After the bullets flew, New York City subway workers remained calm State and region

NEW YORK – When smoke bombs and bullets were fired into a subway full of morning passengers as it crawled to a stop in Brooklyn, train driver David Artis could not hear the shots.

The first sign that something was wrong was that passengers crowded around the door of his operator’s cabin to report the chaos, one car back.

Artis said after a moment of shock, his thoughts quickly shifted from, “My God!” worry about your passengers. He relied on his emergency training.

“Then it started. Pull them out,” he said Friday after he and other transport workers were rewarded by the mayor for responding to Tuesday’s shooting.

Within minutes of the lightning decision, Artis and train conductor Raven Haynes announced the attack on the radio, opened the train door and evacuated all passengers to another train on the same platform, and then began assisting the wounded.

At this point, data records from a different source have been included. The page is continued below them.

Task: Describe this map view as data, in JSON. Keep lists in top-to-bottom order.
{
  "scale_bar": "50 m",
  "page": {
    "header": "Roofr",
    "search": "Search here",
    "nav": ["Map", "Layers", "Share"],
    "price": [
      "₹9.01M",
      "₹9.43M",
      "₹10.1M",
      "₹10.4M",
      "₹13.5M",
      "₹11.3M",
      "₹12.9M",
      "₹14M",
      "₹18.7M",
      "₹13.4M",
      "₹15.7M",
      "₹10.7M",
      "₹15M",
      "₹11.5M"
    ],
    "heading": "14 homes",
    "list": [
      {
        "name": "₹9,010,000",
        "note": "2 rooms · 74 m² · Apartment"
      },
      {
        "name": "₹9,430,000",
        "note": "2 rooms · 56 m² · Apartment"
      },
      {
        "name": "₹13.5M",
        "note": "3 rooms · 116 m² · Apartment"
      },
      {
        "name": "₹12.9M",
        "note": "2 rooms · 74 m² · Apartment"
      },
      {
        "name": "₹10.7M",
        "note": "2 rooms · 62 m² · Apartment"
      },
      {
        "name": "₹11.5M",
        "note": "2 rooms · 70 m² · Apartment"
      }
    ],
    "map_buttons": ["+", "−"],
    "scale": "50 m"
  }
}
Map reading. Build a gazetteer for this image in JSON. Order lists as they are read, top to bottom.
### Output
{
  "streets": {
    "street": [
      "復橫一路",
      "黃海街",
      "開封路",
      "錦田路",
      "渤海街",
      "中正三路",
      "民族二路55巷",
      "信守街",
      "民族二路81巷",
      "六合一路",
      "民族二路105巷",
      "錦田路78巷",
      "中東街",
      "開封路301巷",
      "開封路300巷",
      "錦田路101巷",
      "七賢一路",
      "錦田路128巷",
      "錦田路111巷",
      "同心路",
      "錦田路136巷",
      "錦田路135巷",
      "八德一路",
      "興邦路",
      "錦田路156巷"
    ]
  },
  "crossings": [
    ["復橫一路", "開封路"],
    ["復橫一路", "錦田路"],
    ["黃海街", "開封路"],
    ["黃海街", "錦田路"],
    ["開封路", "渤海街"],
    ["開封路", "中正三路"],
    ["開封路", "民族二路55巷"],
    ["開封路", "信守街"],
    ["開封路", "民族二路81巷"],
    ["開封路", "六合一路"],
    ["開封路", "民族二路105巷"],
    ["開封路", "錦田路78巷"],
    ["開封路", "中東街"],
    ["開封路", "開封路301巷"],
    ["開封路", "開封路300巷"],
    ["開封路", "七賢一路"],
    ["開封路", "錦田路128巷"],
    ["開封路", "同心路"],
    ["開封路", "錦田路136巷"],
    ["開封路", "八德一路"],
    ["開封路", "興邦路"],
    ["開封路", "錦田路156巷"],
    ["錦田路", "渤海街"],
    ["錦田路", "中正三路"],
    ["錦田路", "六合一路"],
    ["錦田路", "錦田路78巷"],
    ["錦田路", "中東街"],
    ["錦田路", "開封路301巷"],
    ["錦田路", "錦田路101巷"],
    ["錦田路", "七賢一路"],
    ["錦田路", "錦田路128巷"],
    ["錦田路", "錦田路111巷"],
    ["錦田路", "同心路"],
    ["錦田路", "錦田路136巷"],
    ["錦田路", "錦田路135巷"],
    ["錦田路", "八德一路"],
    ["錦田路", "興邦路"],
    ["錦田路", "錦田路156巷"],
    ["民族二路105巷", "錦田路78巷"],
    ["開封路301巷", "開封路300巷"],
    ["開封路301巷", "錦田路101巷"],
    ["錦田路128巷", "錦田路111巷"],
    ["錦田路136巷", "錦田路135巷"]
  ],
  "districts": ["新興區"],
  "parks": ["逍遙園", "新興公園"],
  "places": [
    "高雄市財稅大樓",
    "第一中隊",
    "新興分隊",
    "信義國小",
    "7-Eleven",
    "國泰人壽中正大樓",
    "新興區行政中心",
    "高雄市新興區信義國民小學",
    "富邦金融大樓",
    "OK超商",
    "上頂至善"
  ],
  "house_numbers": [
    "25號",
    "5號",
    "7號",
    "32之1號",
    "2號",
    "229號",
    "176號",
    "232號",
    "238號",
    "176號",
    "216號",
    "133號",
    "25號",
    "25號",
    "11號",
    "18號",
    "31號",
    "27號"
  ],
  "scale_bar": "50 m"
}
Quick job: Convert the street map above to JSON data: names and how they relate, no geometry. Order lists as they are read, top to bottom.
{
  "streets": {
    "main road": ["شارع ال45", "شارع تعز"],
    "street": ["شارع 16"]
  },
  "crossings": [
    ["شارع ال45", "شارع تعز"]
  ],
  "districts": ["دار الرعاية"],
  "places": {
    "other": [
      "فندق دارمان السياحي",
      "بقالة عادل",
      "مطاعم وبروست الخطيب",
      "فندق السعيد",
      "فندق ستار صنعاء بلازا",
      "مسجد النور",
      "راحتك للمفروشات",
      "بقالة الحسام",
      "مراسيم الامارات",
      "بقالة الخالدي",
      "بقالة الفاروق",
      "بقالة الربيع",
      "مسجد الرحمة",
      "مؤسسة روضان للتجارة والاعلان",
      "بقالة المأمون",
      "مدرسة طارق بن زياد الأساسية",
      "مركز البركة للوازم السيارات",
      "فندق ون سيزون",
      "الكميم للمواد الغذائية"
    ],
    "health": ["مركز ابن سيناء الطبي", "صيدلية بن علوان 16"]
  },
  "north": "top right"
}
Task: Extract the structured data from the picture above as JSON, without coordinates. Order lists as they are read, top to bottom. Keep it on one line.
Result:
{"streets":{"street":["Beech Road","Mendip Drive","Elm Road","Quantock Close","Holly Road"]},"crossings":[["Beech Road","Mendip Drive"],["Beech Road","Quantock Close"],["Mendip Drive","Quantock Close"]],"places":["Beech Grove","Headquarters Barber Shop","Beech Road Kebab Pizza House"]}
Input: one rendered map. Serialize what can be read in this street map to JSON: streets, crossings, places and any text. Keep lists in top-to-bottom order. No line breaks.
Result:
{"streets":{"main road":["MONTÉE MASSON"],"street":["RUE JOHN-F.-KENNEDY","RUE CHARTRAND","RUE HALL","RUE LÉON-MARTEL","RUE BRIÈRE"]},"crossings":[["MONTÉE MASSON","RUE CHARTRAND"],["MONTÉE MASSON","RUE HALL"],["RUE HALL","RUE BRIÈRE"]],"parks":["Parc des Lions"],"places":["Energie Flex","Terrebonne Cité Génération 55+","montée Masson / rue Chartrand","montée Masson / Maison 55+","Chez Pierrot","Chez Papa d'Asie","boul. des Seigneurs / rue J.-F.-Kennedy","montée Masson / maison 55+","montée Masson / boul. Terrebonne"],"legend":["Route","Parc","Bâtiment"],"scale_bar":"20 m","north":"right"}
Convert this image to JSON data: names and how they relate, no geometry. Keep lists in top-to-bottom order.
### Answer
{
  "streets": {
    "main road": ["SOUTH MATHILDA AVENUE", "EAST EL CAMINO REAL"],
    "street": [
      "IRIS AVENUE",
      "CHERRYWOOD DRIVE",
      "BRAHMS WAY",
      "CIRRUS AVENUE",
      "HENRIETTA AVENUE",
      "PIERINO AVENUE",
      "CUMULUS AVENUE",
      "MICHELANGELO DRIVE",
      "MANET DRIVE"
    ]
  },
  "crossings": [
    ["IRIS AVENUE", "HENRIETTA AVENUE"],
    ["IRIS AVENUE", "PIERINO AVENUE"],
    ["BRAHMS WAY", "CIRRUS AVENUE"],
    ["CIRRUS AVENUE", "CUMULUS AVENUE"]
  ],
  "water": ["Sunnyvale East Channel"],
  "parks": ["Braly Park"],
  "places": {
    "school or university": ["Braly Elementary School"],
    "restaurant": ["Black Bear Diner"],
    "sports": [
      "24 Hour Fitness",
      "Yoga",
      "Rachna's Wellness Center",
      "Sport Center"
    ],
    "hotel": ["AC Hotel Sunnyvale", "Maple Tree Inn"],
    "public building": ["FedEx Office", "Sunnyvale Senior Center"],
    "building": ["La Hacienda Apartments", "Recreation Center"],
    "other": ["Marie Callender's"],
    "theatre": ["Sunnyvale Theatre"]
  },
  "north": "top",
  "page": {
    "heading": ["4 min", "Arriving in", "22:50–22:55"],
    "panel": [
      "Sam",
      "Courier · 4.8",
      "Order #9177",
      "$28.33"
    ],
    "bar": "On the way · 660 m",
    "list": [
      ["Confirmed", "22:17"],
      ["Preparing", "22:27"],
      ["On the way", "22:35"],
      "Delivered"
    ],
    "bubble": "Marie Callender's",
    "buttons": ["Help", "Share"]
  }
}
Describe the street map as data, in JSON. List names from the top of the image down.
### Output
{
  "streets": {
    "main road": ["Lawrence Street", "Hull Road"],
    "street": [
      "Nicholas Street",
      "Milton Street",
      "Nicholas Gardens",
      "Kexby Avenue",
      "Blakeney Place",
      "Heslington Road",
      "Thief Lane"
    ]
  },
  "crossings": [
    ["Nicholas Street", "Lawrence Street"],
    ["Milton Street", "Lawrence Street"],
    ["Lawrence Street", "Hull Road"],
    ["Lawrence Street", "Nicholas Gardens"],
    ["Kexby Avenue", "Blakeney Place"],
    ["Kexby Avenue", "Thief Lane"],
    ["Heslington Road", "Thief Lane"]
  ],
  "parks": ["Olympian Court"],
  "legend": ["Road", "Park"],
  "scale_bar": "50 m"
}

Photos and videos taken by the passengers recorded how the couple calmly but authoritatively drove the stunned passengers to the second train that ran.

“This week, New York has shown the world what our city has always been: courage, heroism, quick thinking and determination,” said Mayor Eric Adams.

Adams, who appeared at the town hall ceremony virtually because he is in isolation after receiving a positive test for COVID-19, on Friday invited workers to submit proclamations to honor them for their heroism.

The ceremony took place the day after the man responsible for the massacre, Frank James, initially appeared in court at the federal court building a few stops from the line where the attack took place.

Prosecutors say he dressed as a construction worker and fired smoke bombs, then pulled out a gun and fired 33 times, reloading once before his gun jammed.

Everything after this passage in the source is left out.